A study in Journal of the American Medical Association Open Network It showed that the pushup that a boy can pull out in a minute is a predictor of cardiac distress later in life. Researchers asked 1,104 firefighters, all men, to perform maximum pushups in one minute. Then they asked for the results with signs of heart health. People submitting 40 or more (155 participants) were 96% less likely to develop cardiovascular disease than those who did 10 or less (75 boys). Most of the firefighters, most of whom came in the 389 – 21 to 30 pushup range, means they made a push every two seconds.
Why Push Ups? It’s the simplicity of the two (everyone knows them; they need zero equipment) and that they test strength and cardio ability. “It was a sharp and disgusting idea of the strength of one’s health and status,” says Stephanos Ann Calls, author of the MD’s study at Harvard Medical School. His team tried to use the treadmill pressure test, but it Ended up being less accurate, and for that, participants had to go to the cardiovascular office.
Certainly, you have read it and have determined to work to some extent on the basic pushup. This is a legal exercise, but it will be boring.
“Different variations emphasize and challenge the chest, shoulders and parts of the core,” says Chris Dubrovsky, a San Diego-based trainer and author. to cover the distanceGeneral Chat Chat Lounge He made a routine of moving the following pages to move pressure areas and keep things interesting. Test the baseline pushup, then work. Improving capacity, which aims to take monthly exams. This is a case in which there is more.

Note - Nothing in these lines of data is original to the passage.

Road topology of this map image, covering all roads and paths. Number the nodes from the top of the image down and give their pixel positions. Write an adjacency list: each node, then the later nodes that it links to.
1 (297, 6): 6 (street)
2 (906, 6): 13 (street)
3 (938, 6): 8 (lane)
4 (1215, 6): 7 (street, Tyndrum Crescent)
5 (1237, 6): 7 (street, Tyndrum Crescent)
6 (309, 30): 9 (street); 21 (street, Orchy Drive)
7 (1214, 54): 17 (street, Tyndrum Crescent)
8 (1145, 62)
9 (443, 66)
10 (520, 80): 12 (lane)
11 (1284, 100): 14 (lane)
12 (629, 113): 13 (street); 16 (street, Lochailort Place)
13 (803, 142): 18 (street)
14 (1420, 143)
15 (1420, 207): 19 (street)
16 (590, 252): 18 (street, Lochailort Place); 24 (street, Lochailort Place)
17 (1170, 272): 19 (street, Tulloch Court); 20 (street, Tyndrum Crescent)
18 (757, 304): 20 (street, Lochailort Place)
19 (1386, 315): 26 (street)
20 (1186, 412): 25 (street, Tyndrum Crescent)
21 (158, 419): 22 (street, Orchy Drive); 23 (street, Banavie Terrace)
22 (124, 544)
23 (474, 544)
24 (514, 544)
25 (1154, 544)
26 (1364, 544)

Choose a warm, then fitness-based set of beginners (intermediate, advanced). Represent 10 to 25 of each move, and a combination of 3 to 5. Relax as needed. Do this 4 or 5 times a week. As you progress, adjust the variations and shorten the leisure hours.

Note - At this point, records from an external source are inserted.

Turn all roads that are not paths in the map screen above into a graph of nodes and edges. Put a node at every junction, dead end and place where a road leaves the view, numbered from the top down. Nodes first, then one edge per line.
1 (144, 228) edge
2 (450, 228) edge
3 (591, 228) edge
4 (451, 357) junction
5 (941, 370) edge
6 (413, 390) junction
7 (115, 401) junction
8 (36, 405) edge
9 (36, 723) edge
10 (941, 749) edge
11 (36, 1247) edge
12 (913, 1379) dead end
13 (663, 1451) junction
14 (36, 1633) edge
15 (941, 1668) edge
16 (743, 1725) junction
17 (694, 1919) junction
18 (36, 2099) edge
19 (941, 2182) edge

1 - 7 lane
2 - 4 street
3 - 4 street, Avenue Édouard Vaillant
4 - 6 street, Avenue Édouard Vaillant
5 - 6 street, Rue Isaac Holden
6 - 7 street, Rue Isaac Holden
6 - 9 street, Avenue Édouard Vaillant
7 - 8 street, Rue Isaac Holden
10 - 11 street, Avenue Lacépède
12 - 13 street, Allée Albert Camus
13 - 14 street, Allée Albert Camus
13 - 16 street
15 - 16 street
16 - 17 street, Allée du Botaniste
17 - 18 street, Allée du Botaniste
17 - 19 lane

Pups is a serious upper body exercise, so prepare for it as you would any other exercise. If you don’t, the reason for this is to get the chest in an disproportionate amount of work, rather than trying, says New York-based trainer Chris Ryan. Start with shoulder rotations. Stand tall and hold the PVC pipe or resistance band with a wide grip, lock the arms and straight down. Rotate the shoulders and pull the arms upward toward the butt, then back. And do some basic rotation, too. Try to lie on your back with your knees bent and slowly pull the legs from one to the other.